-- DATA TO EXAMINE follows --
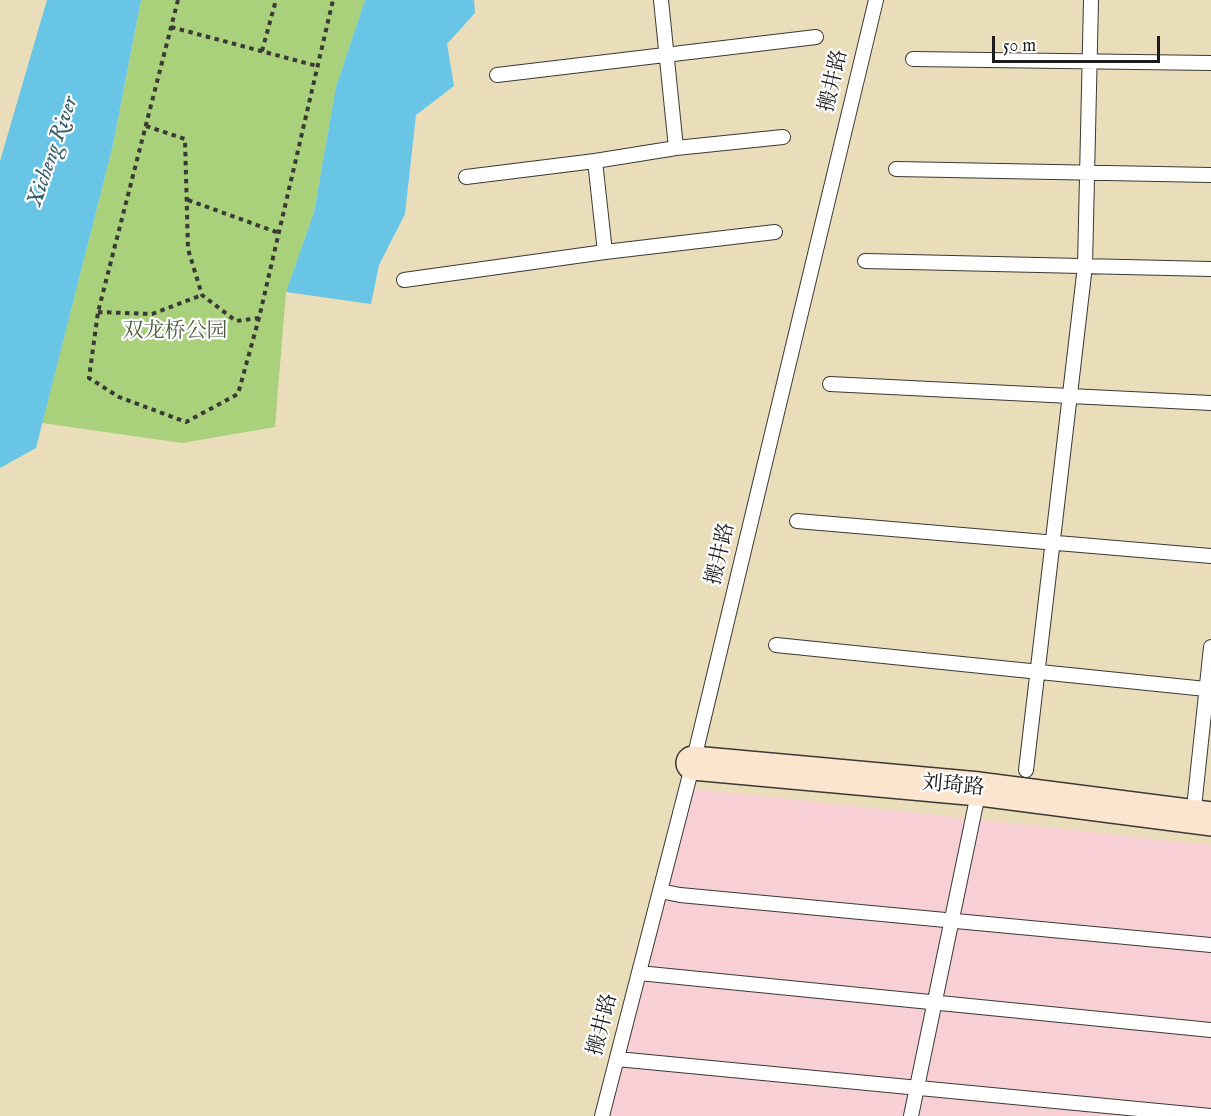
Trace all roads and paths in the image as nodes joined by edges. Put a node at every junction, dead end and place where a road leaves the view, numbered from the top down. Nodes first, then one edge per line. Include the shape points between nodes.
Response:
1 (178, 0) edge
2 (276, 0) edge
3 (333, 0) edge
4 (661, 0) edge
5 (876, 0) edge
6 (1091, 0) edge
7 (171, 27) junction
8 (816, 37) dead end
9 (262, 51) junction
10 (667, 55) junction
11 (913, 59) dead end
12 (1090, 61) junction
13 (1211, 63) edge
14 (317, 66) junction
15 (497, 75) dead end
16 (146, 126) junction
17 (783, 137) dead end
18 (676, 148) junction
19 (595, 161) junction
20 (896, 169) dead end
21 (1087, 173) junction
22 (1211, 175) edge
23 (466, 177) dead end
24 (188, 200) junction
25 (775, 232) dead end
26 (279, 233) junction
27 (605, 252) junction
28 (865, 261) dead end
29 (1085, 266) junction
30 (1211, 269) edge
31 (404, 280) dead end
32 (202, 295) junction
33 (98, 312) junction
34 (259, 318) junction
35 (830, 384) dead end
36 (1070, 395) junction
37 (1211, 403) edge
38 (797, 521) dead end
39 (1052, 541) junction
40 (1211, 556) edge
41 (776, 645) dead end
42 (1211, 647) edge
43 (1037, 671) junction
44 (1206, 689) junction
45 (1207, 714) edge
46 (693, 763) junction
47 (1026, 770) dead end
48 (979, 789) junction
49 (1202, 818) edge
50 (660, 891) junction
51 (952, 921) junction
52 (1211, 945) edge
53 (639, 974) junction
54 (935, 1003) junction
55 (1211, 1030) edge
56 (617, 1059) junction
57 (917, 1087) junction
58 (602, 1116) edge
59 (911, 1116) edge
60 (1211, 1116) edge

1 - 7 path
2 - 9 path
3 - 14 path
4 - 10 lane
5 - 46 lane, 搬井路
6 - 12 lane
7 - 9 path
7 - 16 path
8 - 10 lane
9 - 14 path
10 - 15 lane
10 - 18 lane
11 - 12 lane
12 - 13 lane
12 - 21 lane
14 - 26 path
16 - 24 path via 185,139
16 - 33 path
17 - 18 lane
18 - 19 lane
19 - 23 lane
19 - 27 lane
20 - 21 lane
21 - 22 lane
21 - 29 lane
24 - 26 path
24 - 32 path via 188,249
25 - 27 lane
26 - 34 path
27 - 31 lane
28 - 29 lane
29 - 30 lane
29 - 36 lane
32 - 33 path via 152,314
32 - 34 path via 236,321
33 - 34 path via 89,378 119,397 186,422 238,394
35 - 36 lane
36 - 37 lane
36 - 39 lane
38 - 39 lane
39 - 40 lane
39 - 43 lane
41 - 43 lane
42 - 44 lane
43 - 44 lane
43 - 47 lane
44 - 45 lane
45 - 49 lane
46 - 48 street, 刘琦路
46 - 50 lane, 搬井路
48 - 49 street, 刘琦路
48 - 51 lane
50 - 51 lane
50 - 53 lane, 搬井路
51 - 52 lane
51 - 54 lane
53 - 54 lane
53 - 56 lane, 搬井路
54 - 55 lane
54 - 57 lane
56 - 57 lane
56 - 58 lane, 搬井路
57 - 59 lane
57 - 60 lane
-- DATA TO EXAMINE concluded --
After removing the pictures, set down every record above exactly as it stands.

EXERCISE ANSWER
Trace all roads and paths in the image as nodes joined by edges. Put a node at every junction, dead end and place where a road leaves the view, numbered from the top down. Nodes first, then one edge per line. Include the shape points between nodes.
Response:
1 (178, 0) edge
2 (276, 0) edge
3 (333, 0) edge
4 (661, 0) edge
5 (876, 0) edge
6 (1091, 0) edge
7 (171, 27) junction
8 (816, 37) dead end
9 (262, 51) junction
10 (667, 55) junction
11 (913, 59) dead end
12 (1090, 61) junction
13 (1211, 63) edge
14 (317, 66) junction
15 (497, 75) dead end
16 (146, 126) junction
17 (783, 137) dead end
18 (676, 148) junction
19 (595, 161) junction
20 (896, 169) dead end
21 (1087, 173) junction
22 (1211, 175) edge
23 (466, 177) dead end
24 (188, 200) junction
25 (775, 232) dead end
26 (279, 233) junction
27 (605, 252) junction
28 (865, 261) dead end
29 (1085, 266) junction
30 (1211, 269) edge
31 (404, 280) dead end
32 (202, 295) junction
33 (98, 312) junction
34 (259, 318) junction
35 (830, 384) dead end
36 (1070, 395) junction
37 (1211, 403) edge
38 (797, 521) dead end
39 (1052, 541) junction
40 (1211, 556) edge
41 (776, 645) dead end
42 (1211, 647) edge
43 (1037, 671) junction
44 (1206, 689) junction
45 (1207, 714) edge
46 (693, 763) junction
47 (1026, 770) dead end
48 (979, 789) junction
49 (1202, 818) edge
50 (660, 891) junction
51 (952, 921) junction
52 (1211, 945) edge
53 (639, 974) junction
54 (935, 1003) junction
55 (1211, 1030) edge
56 (617, 1059) junction
57 (917, 1087) junction
58 (602, 1116) edge
59 (911, 1116) edge
60 (1211, 1116) edge

1 - 7 path
2 - 9 path
3 - 14 path
4 - 10 lane
5 - 46 lane, 搬井路
6 - 12 lane
7 - 9 path
7 - 16 path
8 - 10 lane
9 - 14 path
10 - 15 lane
10 - 18 lane
11 - 12 lane
12 - 13 lane
12 - 21 lane
14 - 26 path
16 - 24 path via 185,139
16 - 33 path
17 - 18 lane
18 - 19 lane
19 - 23 lane
19 - 27 lane
20 - 21 lane
21 - 22 lane
21 - 29 lane
24 - 26 path
24 - 32 path via 188,249
25 - 27 lane
26 - 34 path
27 - 31 lane
28 - 29 lane
29 - 30 lane
29 - 36 lane
32 - 33 path via 152,314
32 - 34 path via 236,321
33 - 34 path via 89,378 119,397 186,422 238,394
35 - 36 lane
36 - 37 lane
36 - 39 lane
38 - 39 lane
39 - 40 lane
39 - 43 lane
41 - 43 lane
42 - 44 lane
43 - 44 lane
43 - 47 lane
44 - 45 lane
45 - 49 lane
46 - 48 street, 刘琦路
46 - 50 lane, 搬井路
48 - 49 street, 刘琦路
48 - 51 lane
50 - 51 lane
50 - 53 lane, 搬井路
51 - 52 lane
51 - 54 lane
53 - 54 lane
53 - 56 lane, 搬井路
54 - 55 lane
54 - 57 lane
56 - 57 lane
56 - 58 lane, 搬井路
57 - 59 lane
57 - 60 lane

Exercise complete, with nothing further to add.